事件直後に円レートが急騰したことには私も驚いた。これほどの大災害を受けると日本は大ダメージを受けて国力が弱化し、円が弱くなるのが当然だと思ったが、現実は逆で円が急騰してしまった。為替トレーダーは、日本を復興する為に、政府は海外資産を売り払って円に交換するから円高になるので、その前に円を買って、高く売り逃げようという魂胆だという。連中は死体を漁る禿げ鷹のような悪辣商人だと思った。株式や投資は、基本的に他人を欺いて自分だけが儲ける仕事であることは知っているが、如何にも無慈悲な職業だと改めて思う。友人には証券関係の人もおり、私の若干の株式が値上がりするのは嬉しいが、単純な私は株式売買を一生の仕事にする気にはなれそうにない。

聞く処によると、株取引は、儲けて喜ぶのはごく短期間で、殆どの期間は損に苦しむ月日だという。 今回の東電の株式も3月10日迄は株価2,000円以上の超優良株であったが、翌日の原発事故からは、連日限度一杯の値下げを続け、遂に300円台になってしまった。殆どの株主は持株を売却する暇すらなく、優良株に賭けた虎の子の全財産を一瞬に失ってしまったことだろう。 株は本当に恐ろしい。
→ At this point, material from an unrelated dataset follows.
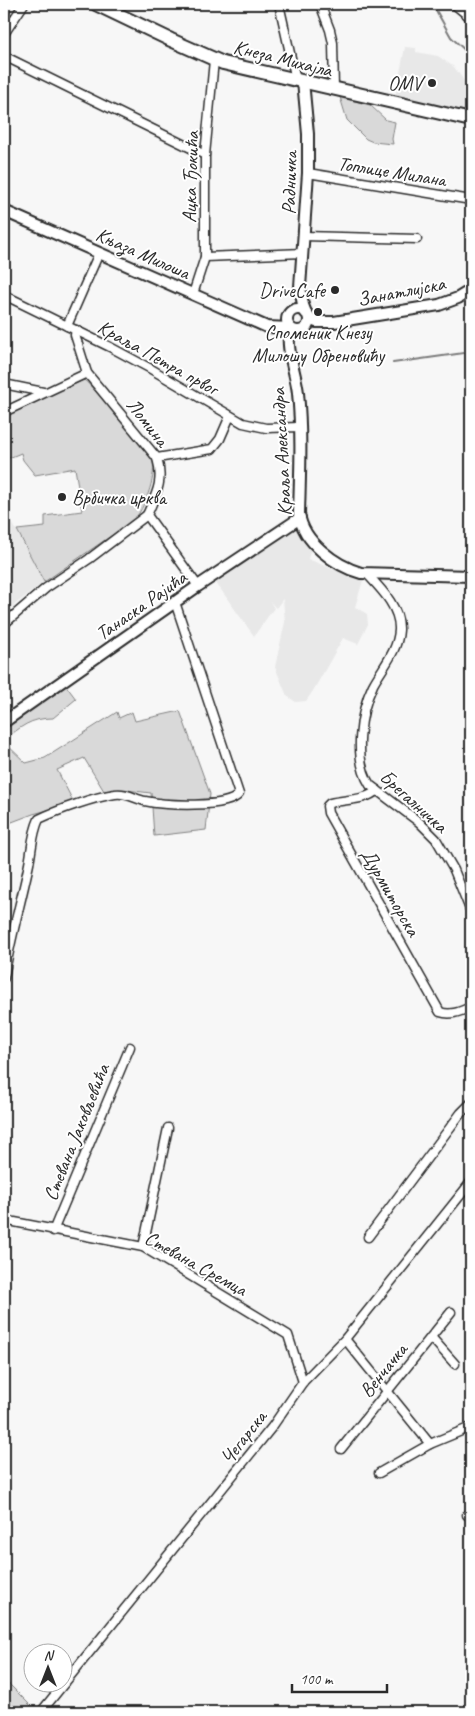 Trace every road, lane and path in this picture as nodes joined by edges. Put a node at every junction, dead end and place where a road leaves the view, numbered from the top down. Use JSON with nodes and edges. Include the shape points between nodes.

大津波に襲われて、根こそぎ街を破壊された東北三陸地方の市街地を、これからどう再建するのだろうか? 数百年以内には確実に再来する大地震だから、住居を高台に移して平地は共同使用地として公共施設を建設する計画も提案されるという。今回の大地震は1200年前の紫式部の平安初期864年の貞観大地震以来だという超長期スパンの巨大地震という。何十世代にも渡る緊張感の維持は難しく、その間に悲惨さは忘れられ易いが、今回は映像が沢山残されているから、後世には反省材料に事欠かない。

東日本の50サイクル、 西日本の60サイクルも問題だ。米国製とヨーロッパ製機器の違いがそのまま残ったと言われているが、日本のような狭い国土で、電力のサイクルが分かれているとは相互に融通できず困ったものだ。サイクル変換装置の建設も可能だが、地元住民が高周波発生障害を嫌って反対が起こりいつも住民運動になるのだそうだ。電気は人間の文明に極めて大きな貢献をもたらしたが、唯一最大の欠点は、その貯蔵が極めて難しく地球サイズの巨大な電池でも大量の電力は蓄電できず、従って発電と使用が直結しなければならない厄介なシロモノだ。

更に日本にとって恐怖の課題は、東北より先に発生すると予想されていた東南海大地震だ。農漁村が主体の東北地方と違って東南海大地震が発生すると、東京を含む日本の心臓部が直撃され、本当に国が滅亡する危機に直面することになる。その意味で、今回の大地震は、極めて重要な警告となり、迫りくる東南海地震の被害を最小限にするために、日本はどう対応すべきかを教えてくれる。即ち地震よりも、忘れられ勝な津波の方がより悲惨な被害を起こすことも知った。幸い今回は真昼の地震であったが、仮に夜中に発生していたら、暗闇を逃げまどうことになり、地域住民は全滅の可能性もあったかと思うと空恐ろしい。逃げる事の出来ない地震大国の日本に生れた我々には辛い宿命だ。